原位置ベーンせん断試験(技術資料)の特徴
1.原位置ベーンせん断試験とは
ベーンせん断試験は、十字型の羽根(ベーン)をつけたロッドを地中に押し込んで回転させ、羽根によって形成される円筒形のせん断面に沿うせん断抵抗(粘着力)を回転抵抗から求める試験です。この試験には、ボーリング孔を利用して孔底から地中に押し込むボアホール式と、地表から地中に押し込む押込み式があります。対象とする地盤は、軟弱な粘性土地盤であり、一般にN値2以下の粘土、シルト、分解の進んだ有機質土地盤に有効です。また、砂やN値4以上の粘性土に対しては試験の実施が困難なことが多く、試験可能な深さは概ね15m程度です。
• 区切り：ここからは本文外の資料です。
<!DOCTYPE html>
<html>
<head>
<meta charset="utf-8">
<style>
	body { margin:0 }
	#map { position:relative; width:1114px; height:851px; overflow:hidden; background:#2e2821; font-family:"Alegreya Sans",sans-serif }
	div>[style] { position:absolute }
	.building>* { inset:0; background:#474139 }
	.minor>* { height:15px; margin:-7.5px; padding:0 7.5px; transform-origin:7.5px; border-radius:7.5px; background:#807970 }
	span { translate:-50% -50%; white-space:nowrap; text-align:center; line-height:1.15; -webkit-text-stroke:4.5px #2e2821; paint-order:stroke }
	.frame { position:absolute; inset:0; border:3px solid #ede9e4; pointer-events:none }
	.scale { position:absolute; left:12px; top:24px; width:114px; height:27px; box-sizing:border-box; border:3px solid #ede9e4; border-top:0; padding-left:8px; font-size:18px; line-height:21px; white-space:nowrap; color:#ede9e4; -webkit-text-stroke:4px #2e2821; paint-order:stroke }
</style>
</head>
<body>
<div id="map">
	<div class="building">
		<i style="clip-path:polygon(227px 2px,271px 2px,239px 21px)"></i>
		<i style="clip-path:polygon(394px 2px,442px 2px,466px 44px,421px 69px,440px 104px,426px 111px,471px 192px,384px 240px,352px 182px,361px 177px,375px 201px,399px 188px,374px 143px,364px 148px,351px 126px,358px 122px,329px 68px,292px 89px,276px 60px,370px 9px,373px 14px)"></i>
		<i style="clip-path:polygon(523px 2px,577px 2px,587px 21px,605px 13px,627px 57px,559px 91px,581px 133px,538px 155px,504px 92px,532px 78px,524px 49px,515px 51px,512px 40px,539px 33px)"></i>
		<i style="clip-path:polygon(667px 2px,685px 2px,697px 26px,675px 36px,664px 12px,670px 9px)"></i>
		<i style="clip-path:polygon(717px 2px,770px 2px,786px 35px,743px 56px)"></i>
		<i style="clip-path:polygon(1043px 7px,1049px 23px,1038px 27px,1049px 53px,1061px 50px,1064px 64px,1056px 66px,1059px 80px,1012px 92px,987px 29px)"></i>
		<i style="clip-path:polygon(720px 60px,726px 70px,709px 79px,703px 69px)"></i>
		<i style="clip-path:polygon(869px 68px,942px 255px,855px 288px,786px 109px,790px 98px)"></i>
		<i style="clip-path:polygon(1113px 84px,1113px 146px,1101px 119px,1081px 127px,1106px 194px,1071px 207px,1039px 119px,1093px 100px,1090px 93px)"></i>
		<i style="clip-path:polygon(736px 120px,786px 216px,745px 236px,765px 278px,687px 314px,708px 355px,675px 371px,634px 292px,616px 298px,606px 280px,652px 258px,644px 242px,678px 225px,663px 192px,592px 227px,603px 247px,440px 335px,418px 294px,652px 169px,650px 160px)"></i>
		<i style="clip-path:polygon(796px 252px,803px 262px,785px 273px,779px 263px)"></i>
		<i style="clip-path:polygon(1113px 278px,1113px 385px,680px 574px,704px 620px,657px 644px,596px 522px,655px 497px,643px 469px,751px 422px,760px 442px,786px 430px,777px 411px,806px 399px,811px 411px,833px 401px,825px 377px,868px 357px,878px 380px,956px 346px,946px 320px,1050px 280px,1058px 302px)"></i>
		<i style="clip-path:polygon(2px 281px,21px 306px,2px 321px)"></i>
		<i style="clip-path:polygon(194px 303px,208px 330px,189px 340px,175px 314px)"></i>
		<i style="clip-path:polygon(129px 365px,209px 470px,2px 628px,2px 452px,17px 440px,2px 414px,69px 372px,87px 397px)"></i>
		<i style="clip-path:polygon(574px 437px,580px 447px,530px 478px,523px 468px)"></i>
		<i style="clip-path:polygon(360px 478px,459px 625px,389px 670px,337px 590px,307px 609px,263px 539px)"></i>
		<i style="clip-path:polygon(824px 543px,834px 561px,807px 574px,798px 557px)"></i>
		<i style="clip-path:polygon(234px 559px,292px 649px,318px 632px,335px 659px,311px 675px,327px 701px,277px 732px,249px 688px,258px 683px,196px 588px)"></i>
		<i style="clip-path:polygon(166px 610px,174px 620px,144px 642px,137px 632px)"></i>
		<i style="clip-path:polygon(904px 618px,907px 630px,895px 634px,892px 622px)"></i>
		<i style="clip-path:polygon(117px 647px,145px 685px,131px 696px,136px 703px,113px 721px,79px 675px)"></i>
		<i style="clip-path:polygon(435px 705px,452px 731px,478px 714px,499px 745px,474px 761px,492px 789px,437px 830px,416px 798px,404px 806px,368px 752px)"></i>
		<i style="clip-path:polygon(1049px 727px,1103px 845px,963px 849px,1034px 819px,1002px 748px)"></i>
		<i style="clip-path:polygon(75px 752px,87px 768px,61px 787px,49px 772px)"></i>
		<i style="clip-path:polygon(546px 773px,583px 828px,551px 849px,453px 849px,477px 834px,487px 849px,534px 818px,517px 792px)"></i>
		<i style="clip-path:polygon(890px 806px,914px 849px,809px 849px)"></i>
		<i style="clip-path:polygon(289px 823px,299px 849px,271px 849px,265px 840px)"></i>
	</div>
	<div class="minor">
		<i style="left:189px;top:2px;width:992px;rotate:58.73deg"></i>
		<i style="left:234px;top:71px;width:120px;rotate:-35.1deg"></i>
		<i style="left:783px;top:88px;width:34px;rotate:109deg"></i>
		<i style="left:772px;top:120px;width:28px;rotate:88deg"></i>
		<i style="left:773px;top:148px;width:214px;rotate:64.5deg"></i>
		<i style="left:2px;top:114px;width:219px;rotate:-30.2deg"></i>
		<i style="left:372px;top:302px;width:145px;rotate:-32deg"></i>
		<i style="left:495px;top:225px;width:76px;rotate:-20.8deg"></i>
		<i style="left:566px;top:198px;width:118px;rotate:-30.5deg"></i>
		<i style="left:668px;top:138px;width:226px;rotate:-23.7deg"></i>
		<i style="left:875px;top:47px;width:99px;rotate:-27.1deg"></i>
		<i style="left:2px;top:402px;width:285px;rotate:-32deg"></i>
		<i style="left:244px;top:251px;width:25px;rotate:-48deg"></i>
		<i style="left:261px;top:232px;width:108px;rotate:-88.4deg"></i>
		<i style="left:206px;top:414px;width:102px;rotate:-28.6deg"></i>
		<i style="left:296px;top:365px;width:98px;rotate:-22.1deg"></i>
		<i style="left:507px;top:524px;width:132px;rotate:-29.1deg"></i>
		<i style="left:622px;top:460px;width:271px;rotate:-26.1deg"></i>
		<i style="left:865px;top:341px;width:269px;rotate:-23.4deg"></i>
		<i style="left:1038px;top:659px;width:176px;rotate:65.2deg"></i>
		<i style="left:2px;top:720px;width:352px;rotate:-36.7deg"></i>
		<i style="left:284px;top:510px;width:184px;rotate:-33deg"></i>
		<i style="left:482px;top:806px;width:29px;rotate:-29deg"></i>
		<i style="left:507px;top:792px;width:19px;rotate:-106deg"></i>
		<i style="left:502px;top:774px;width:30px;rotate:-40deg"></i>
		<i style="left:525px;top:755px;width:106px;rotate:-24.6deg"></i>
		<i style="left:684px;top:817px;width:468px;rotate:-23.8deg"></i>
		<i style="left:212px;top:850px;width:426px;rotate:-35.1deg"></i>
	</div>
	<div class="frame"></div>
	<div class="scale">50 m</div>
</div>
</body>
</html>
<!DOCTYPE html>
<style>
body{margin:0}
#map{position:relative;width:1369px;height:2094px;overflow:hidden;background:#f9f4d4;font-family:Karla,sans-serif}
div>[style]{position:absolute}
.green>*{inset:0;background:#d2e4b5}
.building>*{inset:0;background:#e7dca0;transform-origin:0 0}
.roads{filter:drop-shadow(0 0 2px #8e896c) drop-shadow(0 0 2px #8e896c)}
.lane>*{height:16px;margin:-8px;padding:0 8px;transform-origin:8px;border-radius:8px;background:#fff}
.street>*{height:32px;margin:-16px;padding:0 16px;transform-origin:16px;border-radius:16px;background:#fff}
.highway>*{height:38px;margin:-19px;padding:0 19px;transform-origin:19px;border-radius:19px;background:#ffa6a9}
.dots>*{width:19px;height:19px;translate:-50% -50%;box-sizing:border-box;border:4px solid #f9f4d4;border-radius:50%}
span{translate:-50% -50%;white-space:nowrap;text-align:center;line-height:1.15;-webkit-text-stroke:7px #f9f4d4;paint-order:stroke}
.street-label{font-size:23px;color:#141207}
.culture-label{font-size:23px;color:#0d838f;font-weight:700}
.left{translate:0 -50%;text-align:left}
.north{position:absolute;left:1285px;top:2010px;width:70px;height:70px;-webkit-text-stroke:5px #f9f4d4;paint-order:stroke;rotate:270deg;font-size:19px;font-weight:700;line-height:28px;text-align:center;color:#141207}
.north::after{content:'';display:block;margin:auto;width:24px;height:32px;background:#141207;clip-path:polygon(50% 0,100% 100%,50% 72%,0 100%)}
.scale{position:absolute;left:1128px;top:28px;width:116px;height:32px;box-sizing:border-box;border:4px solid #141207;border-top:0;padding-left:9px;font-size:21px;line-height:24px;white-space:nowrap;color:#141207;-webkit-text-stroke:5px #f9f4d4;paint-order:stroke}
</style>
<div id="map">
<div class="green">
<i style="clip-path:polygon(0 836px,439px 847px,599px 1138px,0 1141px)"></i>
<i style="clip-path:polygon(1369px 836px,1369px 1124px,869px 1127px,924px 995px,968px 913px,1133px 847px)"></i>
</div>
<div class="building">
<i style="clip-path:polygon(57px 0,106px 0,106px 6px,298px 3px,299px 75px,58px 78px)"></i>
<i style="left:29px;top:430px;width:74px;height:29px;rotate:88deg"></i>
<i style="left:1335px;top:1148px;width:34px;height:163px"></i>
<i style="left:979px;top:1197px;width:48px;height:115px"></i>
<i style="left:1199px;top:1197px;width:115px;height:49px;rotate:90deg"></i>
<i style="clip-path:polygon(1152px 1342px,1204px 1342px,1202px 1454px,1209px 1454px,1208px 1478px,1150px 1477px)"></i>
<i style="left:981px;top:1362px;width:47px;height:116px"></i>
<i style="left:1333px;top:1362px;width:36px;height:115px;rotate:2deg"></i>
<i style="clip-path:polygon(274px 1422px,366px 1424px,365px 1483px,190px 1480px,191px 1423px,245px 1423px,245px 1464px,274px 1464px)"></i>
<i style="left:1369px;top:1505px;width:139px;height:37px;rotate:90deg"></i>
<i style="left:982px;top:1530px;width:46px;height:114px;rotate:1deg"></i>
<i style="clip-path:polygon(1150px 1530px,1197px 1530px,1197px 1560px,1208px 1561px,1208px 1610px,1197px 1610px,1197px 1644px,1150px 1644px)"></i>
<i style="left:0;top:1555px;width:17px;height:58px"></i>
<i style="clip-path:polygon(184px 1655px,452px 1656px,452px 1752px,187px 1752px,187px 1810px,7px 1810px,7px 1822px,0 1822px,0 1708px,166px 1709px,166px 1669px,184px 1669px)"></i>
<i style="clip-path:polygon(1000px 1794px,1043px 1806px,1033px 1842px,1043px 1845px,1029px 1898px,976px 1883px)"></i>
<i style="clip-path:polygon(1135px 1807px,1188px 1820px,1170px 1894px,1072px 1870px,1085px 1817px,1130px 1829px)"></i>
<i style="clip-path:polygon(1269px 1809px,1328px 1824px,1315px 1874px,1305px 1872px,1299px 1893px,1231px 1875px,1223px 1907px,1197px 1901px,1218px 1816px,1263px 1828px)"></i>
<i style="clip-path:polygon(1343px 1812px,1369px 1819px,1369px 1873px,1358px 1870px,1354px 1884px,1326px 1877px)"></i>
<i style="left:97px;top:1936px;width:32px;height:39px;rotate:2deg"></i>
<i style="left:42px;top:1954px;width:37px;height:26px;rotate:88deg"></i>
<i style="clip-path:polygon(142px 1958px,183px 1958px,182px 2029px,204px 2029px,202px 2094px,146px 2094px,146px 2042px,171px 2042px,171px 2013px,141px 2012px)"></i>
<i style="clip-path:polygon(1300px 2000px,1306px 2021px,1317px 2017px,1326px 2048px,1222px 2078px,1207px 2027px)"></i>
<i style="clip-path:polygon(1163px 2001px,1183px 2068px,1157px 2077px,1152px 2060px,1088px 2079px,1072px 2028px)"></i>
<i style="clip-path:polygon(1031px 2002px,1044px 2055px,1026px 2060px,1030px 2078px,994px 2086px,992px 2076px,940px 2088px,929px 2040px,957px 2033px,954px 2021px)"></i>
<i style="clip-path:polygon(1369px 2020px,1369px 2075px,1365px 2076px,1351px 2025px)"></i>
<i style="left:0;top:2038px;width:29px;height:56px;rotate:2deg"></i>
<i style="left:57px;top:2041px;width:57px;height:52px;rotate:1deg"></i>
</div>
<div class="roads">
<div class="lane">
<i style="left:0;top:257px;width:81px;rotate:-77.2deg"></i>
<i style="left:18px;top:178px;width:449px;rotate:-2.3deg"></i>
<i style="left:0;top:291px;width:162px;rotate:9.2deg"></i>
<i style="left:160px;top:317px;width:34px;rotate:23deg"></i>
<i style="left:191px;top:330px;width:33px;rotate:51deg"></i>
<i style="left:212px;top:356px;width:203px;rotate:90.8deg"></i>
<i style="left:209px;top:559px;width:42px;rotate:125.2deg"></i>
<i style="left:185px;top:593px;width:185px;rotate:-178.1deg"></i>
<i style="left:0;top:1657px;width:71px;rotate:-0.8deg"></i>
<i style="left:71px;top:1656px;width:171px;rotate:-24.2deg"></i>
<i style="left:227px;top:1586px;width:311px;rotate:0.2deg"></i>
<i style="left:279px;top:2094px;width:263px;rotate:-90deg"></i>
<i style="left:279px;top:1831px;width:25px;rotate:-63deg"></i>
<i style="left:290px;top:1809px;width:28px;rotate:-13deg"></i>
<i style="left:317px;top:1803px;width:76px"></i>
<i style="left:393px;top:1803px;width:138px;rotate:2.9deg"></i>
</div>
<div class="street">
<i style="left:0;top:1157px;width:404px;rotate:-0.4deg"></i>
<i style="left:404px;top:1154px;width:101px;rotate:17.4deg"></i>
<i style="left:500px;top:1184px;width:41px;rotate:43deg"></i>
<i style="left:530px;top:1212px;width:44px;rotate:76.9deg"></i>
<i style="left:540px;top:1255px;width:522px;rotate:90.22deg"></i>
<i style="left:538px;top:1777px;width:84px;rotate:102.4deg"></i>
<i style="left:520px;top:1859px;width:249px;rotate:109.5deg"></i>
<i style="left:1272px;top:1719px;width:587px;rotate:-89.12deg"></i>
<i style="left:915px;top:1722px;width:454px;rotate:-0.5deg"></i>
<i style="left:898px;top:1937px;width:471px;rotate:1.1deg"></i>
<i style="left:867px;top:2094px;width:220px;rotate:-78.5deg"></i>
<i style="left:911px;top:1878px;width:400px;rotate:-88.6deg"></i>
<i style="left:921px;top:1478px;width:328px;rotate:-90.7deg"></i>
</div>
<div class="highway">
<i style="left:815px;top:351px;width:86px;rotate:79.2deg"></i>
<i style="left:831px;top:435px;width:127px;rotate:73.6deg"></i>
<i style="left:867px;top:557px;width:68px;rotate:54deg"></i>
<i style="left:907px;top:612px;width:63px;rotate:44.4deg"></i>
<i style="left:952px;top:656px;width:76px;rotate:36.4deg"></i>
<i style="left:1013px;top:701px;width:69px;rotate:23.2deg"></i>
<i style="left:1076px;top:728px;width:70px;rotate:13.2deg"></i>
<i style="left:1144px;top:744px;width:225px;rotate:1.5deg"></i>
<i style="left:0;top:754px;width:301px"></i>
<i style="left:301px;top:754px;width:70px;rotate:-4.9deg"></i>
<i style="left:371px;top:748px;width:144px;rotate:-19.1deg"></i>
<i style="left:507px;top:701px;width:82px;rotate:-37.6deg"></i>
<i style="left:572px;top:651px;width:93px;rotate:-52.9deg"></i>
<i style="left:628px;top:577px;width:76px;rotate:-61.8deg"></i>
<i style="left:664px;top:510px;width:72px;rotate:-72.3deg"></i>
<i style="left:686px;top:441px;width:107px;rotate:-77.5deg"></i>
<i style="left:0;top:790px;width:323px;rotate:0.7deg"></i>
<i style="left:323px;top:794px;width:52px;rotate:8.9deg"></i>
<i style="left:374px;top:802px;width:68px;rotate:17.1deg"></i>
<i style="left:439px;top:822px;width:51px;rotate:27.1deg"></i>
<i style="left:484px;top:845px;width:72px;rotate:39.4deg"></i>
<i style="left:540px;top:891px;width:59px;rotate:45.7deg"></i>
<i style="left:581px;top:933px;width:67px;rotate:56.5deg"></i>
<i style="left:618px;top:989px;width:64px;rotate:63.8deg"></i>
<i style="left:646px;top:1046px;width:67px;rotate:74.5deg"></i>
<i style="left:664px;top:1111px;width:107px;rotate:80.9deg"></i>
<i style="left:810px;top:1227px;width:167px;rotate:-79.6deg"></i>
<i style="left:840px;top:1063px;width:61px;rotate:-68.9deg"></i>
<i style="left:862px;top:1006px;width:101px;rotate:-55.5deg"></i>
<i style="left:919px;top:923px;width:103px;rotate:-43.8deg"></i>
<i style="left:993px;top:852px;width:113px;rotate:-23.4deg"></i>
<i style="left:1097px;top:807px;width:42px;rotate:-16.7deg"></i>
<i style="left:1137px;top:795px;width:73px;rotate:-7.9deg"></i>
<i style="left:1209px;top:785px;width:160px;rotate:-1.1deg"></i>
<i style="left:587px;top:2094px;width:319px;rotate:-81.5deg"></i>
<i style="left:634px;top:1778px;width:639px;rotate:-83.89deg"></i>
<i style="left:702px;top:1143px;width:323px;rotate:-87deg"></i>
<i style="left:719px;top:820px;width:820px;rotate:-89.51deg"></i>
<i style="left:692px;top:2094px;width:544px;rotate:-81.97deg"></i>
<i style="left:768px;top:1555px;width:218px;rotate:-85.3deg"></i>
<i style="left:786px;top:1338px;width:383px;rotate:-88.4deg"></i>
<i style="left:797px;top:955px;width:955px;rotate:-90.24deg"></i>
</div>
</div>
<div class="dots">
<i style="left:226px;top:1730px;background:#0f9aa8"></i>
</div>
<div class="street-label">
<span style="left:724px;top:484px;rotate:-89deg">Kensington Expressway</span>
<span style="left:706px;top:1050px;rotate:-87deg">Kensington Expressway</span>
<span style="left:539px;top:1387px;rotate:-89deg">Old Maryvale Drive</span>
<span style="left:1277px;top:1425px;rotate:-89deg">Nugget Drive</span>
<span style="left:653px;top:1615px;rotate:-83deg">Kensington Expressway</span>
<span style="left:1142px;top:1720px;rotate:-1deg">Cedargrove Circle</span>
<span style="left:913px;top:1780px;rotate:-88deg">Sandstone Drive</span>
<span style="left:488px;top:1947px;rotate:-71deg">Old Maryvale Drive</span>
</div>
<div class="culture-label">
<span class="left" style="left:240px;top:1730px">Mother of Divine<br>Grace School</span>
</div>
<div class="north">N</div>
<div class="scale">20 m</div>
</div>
粘性土地盤の非排水せん断強さを推定するためのせん断試験方法として、古くから一軸圧縮試験が用いられているが、ベーンせん断試験も各種調査指針、技術基準などに軟弱地盤のせん断特性を求めるための調査方法の一つとして位置づけられている。(この試験方法は、JGS 1411「原位置ベーンせん断試験方法」として基準化されている。)
2.試験方法の概略
ベーンせん断試験は、回転ロッドの先端につけたベーンをボーリング孔底もしくは地表より押し込み、所定の速度で回転させたときの測定最大トルクを求めます。また、鋭敏比を求める場合は、ベーンを10回以上回転させた後の測定最大トルクを求めます。以下に試験手順の概要を示す。
3.結果の利用
この試験は、原理がわかりやすいこと、せん断強さが直接的、かつ簡便に算出できることから、地盤の短期安定問題の検討に世界各地で幅広く利用されています。
4.結果の目安
国内では、原位置ベーンせん断試験によるせん断強さと、一軸圧縮試験から求められるせん断強さがほぼ一致していることが報告されています。